Cooperativity in Bacterial Membrane Association Controls the Synergistic Activities of Antimicrobial Peptides

Understanding Antimicrobial Peptide Synergy: Differential Binding Interactions and Their Impact on Membrane Integrity

Research on antimicrobial peptides (AMPs) has been conducted as a solution to overcome antibiotic resistance. In particular, the synergistic effect that appears when two or more AMPs are used in combination has been observed. To find an effective synergistic combination, it is necessary to understand the underlying mechanism. However, a consistent explanation for this phenomenon has not yet been provided due to limitations in experimentally determining or predicting the structure of the heteroaggregates formed by the interactions between different AMPs and the interaction of the aggregate surface with the lipid membrane surface.

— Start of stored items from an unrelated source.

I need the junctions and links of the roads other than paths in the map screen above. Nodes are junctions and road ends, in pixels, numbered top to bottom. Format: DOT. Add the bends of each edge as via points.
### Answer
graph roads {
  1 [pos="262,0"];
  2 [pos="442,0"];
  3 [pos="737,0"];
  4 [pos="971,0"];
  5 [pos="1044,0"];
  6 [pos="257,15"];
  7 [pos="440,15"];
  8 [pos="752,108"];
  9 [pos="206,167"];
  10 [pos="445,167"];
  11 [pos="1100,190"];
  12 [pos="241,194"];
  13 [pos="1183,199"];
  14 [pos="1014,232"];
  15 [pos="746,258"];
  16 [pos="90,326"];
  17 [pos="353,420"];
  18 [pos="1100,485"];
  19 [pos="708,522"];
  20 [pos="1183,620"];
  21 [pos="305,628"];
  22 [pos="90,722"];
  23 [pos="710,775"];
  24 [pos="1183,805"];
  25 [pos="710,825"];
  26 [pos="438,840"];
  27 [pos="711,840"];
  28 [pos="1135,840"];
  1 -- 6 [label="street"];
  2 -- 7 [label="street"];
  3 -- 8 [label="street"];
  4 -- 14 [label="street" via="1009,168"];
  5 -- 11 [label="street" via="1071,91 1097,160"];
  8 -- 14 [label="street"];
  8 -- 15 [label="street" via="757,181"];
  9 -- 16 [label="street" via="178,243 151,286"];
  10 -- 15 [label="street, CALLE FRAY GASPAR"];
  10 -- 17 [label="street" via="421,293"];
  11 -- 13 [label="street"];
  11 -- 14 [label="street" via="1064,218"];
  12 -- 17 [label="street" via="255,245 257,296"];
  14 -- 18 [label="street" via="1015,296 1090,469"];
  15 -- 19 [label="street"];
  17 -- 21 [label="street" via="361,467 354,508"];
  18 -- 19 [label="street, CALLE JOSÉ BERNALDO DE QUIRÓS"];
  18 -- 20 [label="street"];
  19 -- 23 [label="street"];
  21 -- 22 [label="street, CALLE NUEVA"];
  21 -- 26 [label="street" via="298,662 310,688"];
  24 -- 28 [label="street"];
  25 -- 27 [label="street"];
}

In this study, we conducted molecular dynamics simulations for two heterogeneous aggregates of melittin-indolicidin and pexiganan-indolicidin to observe their structures in the solution phase and their interactions with the lipid membrane. We aimed to determine how the surfaces of these aggregates interact with the lipid membrane. Due to the different amino acid residue sequence characteristics of melittin and pexiganan, we found that when the two AMPs bind to indolicidin, they form aggregates with completely different structural characteristics. Accordingly, the sequence characteristics of pexiganan, which exhibits a relatively unstable structure compared to melittin in aqueous solution or on lipid membranes, allow for a more stable interaction with the lipid membrane when forming aggregates with indolicidin, effectively inhibiting the integrity of the lipid membranes. We also found that the amino acid residues forming the surface of the AMP aggregate show differential binding strengths to different lipid species forming the lipid membrane, thereby disrupting the membrane in a way that weakens its integrity. Through this, we provided insight into the basic principle of how the synergistic effect of AMPs occurs.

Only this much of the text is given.